USA: The Graveyard Becomes Garden For Nigerian Footballers – Odegbami.

If Thompson Usiyen had not migrated to the USA in 1976 but had waited to play during the last qualifier against Tunisia in 1977 for the 1978 World Cup, every Nigerian would have known the mercurial talent of the young goal-scoring machine at the time. Nigerians believed we would have beaten Tunisia at home and qualified for the FIFA World Cup for the first time.

The place of Nigerian football in the world of football would never have been the same. The birth of global football superstars and the growth of the football industry in Nigeria would have come much earlier than in 1994.

Thompson’s sudden exit from Nigeria’s national team truncated that great movement to Nigeria’s appearance at a World Cup. It also cost him a fantastic career in World football. His skills and goal-scoring ability would have been in the class of the biggest and best players in the world at the time if he had not left the Nigerian team. He was that good. His ‘setback’ was that he went to America hoping to advance his football.

Although he came from America on one occasion to play with the Green Eagles during the 3rd All-African Games in Algiers in 1978, the standard of American football had blunted his skills; it was apparent he was not the same player that left two years before.

After Algiers ’78, Thompson never came back to play again in the Nigerian national team.

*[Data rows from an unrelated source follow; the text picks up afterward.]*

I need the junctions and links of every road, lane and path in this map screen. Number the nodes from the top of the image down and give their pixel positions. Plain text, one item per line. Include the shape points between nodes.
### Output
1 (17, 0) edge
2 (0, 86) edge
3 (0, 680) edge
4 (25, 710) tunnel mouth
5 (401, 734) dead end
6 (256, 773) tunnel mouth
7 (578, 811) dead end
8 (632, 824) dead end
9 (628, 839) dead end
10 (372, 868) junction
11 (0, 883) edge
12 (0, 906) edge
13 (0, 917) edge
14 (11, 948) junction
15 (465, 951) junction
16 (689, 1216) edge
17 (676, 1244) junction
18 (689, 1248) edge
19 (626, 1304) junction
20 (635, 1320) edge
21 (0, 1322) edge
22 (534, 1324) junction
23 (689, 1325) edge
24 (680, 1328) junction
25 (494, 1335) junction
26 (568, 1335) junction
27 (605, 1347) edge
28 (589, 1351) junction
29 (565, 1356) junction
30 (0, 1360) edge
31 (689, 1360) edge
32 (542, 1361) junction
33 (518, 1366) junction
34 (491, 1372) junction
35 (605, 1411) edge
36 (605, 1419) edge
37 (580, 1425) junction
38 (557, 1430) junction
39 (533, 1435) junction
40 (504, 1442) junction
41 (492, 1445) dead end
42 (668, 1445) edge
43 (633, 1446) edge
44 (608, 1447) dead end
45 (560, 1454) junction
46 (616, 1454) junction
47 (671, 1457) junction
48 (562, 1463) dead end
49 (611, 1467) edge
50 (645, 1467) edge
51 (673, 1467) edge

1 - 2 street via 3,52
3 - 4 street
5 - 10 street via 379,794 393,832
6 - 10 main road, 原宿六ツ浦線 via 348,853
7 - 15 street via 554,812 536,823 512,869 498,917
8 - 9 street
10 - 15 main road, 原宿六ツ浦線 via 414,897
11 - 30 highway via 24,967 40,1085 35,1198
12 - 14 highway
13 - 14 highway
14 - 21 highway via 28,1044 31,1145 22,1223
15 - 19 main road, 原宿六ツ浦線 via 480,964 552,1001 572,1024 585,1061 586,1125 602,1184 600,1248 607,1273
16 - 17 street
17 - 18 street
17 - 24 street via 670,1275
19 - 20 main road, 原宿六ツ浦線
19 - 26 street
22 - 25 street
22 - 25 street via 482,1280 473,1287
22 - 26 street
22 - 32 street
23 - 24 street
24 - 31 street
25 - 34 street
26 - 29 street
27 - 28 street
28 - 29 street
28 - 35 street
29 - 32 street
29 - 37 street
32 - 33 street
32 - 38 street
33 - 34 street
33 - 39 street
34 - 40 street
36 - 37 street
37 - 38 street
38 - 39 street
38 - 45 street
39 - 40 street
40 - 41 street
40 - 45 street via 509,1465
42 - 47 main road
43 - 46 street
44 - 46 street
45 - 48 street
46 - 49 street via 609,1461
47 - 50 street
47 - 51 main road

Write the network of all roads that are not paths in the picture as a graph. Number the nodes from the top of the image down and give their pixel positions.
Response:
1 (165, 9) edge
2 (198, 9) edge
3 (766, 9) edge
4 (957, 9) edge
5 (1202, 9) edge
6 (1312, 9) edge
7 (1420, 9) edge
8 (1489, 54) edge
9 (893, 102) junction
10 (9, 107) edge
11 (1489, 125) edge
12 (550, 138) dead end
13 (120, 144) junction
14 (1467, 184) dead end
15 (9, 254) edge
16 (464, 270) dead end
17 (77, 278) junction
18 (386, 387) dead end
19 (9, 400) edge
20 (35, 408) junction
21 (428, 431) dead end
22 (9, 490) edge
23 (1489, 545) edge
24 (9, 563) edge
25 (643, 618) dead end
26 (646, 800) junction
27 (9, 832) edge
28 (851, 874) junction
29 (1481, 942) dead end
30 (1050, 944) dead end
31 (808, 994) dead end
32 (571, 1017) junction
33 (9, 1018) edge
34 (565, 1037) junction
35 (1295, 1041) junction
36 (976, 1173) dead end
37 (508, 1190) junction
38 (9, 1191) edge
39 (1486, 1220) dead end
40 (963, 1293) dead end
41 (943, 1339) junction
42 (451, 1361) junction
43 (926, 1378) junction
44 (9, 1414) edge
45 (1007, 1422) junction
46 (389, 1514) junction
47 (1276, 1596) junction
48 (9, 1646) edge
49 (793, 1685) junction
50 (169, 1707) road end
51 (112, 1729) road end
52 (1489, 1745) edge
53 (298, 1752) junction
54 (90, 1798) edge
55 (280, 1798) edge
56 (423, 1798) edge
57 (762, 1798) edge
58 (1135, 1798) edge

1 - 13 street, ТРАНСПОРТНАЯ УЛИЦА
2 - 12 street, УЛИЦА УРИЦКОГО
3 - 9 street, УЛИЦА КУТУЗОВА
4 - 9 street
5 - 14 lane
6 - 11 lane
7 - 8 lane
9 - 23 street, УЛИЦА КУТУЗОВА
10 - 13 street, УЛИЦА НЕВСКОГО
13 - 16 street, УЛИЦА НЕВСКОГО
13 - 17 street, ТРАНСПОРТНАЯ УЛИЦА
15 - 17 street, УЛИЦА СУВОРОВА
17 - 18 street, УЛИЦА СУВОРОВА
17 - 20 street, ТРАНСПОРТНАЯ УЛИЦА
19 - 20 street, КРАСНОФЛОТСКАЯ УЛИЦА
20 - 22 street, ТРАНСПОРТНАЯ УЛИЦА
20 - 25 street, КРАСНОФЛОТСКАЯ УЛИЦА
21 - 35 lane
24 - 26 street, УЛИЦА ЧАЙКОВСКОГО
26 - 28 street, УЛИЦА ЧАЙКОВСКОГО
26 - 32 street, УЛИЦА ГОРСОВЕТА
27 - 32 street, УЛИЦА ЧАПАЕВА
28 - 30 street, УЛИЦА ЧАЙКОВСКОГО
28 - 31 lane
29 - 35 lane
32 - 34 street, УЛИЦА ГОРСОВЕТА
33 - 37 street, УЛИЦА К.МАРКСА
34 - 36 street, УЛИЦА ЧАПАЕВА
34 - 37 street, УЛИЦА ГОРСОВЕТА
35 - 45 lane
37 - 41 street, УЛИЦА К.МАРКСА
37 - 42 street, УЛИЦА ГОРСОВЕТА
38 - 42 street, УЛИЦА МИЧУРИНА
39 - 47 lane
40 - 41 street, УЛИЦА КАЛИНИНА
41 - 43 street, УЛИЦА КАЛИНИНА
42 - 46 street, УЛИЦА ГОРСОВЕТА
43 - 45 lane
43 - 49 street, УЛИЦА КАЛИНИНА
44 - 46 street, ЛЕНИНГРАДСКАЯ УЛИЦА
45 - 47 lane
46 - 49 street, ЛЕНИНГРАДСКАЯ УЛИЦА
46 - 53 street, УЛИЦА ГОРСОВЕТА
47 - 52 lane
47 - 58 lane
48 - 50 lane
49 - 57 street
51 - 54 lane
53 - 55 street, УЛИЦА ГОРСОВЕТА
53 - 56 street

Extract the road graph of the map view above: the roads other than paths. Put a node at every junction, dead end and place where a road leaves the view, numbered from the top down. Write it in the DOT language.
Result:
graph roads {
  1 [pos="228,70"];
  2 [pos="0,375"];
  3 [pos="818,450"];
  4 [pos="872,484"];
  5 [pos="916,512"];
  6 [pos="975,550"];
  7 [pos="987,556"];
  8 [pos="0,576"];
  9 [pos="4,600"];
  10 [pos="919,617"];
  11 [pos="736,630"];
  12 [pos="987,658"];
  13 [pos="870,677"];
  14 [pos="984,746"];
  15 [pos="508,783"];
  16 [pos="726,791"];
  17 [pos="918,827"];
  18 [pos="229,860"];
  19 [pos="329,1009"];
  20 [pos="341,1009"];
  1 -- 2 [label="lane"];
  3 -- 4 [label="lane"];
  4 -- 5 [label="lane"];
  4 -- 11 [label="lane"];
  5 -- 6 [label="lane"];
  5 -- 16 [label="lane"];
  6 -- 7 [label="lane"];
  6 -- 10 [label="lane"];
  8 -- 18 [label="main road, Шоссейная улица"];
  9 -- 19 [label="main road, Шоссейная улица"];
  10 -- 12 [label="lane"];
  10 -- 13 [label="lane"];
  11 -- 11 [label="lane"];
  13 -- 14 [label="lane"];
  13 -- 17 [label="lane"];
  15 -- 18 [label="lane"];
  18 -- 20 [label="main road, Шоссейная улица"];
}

Effectively, his movement to America also marked the end of his international football career. It is about the same for a legion of other exceptionally gifted Nigerian footballers who were also lured with scholarships to get an education in the USA and to represent their American Colleges and Universities in soccer, as Americans refer to football. Only four others in this vast army of footballers could return and play in Nigeria’s national team again during or after their studies.

The first was short-lived. Andrew Atuegbu returned in 1976 and joined the European national team in preparation for the Montreal Olympic Games of 1976. Although he played a few friendly matches during the European tour before heading for Canada for the games that were eventually boycotted, he was clearly not quite as sharp as before he left for the USA. After the Olympics, he was not invited any more.

Godwin Odiye also left in 1977. He was invited back to play with the Green Eagles during the 1980 African Cup of Nations due to his reputation as a formidable centre-half. Unlike Andrew and Thompson before him, his game was blunted by America, and he was not the same player that left three years before.